Met deze brief laat ik uw Kamer weten dat ik onder voorwaarden met de door NAM ingediende
wijziging heb ingestemd. Het instemmingsbesluit is gepubliceerd op onderstaande website.1 Daarnaast wordt een mededeling van de bekendmaking aan NAM gepubliceerd in de Staatscourant.
Waarom wordt Grijpskerk ingezet?
Gasopslagen spelen een belangrijke rol in de energievoorziening. Het gebruik van aardgas
is afhankelijk van het seizoen. In de winter is er door de lagere temperatuur een
grotere vraag naar aardgas dan in de zomer. Een deel van het gas dat in de zomer wordt
geïmporteerd kan in de gasopslag worden bewaard en in de winter worden gebruikt. In
de volgende zomer wordt de opslag dan weer aangevuld. Door de gasopslagen op deze
manier te gebruiken is Nederland in de winter minder afhankelijk van import uit het
buitenland.
De gasopslag Grijpskerk is al sinds 1997 in gebruik als gasopslag voor hoogcalorisch
gas. Op dit moment is het toegestaan om hoogcalorisch gas op te slaan in de gasopslag
in Grijpskerk. Met dit besluit maak ik mogelijk om ofwel hoog- ofwel laagcalorisch
gas op te slaan. Hierdoor wordt het mogelijk om de gasopslag Grijpskerk in te zetten
voor de volledige en definitieve sluiting van het Groningen gasveld. Ook na de sluiting
van het Groningenveld blijft de opslag bijdragen aan de leveringszekerheid.
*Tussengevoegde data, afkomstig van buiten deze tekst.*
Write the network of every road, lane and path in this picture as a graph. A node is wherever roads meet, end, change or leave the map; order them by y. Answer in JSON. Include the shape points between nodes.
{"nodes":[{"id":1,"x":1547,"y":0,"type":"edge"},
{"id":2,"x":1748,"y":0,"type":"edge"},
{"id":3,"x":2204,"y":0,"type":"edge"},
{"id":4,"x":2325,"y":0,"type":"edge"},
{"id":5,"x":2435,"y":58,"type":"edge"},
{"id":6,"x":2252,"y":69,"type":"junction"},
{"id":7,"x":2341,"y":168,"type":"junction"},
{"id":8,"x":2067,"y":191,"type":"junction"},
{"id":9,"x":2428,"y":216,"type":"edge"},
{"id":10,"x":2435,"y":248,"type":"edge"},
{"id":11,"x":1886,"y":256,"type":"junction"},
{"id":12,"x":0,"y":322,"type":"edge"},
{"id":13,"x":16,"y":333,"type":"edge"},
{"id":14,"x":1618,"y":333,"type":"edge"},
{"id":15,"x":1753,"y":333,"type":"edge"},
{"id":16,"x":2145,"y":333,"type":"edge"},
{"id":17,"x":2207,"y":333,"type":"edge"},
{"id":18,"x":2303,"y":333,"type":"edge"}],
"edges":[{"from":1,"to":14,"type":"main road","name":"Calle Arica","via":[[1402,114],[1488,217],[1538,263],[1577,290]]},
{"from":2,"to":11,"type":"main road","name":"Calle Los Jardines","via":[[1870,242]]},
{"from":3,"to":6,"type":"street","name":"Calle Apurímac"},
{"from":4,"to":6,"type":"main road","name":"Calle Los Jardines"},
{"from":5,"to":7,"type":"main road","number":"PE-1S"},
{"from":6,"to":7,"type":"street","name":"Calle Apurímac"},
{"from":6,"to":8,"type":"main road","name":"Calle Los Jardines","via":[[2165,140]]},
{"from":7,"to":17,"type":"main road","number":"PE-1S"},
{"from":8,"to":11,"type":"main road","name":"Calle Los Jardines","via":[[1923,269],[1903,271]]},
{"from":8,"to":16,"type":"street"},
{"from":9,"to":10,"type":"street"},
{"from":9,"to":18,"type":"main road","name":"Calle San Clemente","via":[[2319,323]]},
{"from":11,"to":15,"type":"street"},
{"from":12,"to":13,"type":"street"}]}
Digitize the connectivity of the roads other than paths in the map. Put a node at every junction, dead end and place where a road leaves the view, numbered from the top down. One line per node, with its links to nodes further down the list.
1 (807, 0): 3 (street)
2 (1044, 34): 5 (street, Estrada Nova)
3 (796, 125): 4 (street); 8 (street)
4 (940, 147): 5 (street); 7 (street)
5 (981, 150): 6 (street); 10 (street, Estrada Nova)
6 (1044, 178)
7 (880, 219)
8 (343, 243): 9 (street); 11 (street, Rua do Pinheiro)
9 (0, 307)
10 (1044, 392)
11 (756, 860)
Grijpskerk kan zonder extra risico’s worden ingezet
NAM geeft in de wijziging van het opslagplan aan dat alle overige bepalingen, waaronder
de druk in het reservoir en het hieraan gekoppelde seismische risicoprofiel, gelijk
blijven ten opzichte van het geldende opslagplan. De risico’s van de wijziging om
aardgas van een andere gassamenstelling te gebruiken zijn uitgebreid onderzocht. De
toezichthouder, Staatstoezicht op de Mijnen (SodM), en de andere adviseurs concluderen
dat Grijpskerk op een veilige manier kan worden ingezet als opslag voor laagcalorisch
gas. Ook geven zij aan dat een andere gassamenstelling gezien de gelijkblijvende werkdruk
geen invloed heeft op de bodemdalingsverwachting. De verwachting is nog steeds dat
de toekomstige bodemdaling in het gebied als gevolg van de gasopslag in Grijpskerk
minder dan 2 cm is. De wettelijke adviseurs verwachten bij deze bodemdaling geen schade
aan gebouwen. Daarnaast is de conclusie van de toezichthouder en de andere adviseurs
dat het seismisch risico niet verandert door een andere gassamenstelling. Er blijft
daarbij wel een kans bestaan op aardbevingen als gevolg van het gebruik van de opslag,
zoals momenteel ook het geval is onder het geldende opslagplan. De wettelijke adviseurs
geven aan dat niet uitgesloten kan worden dat in het gebied rond de gasopslag Grijpskerk
enige schade aan gebouwen kan ontstaan door trillingen. Mocht een aardbeving optreden,
dan verwachten de adviseurs dat deze schade voor het merendeel van cosmetische, niet
constructieve aard zal zijn.
Adviezen lokale overheden en betrokkenheid omwonenden in omgevingstraject
Provincie Groningen, provincie Fryslân, gemeente Westerkwartier, gemeente Noardeast
Fryslân, wetterskip Fryslân en waterschap Noorderzijlvest hebben ook advies uitgebracht.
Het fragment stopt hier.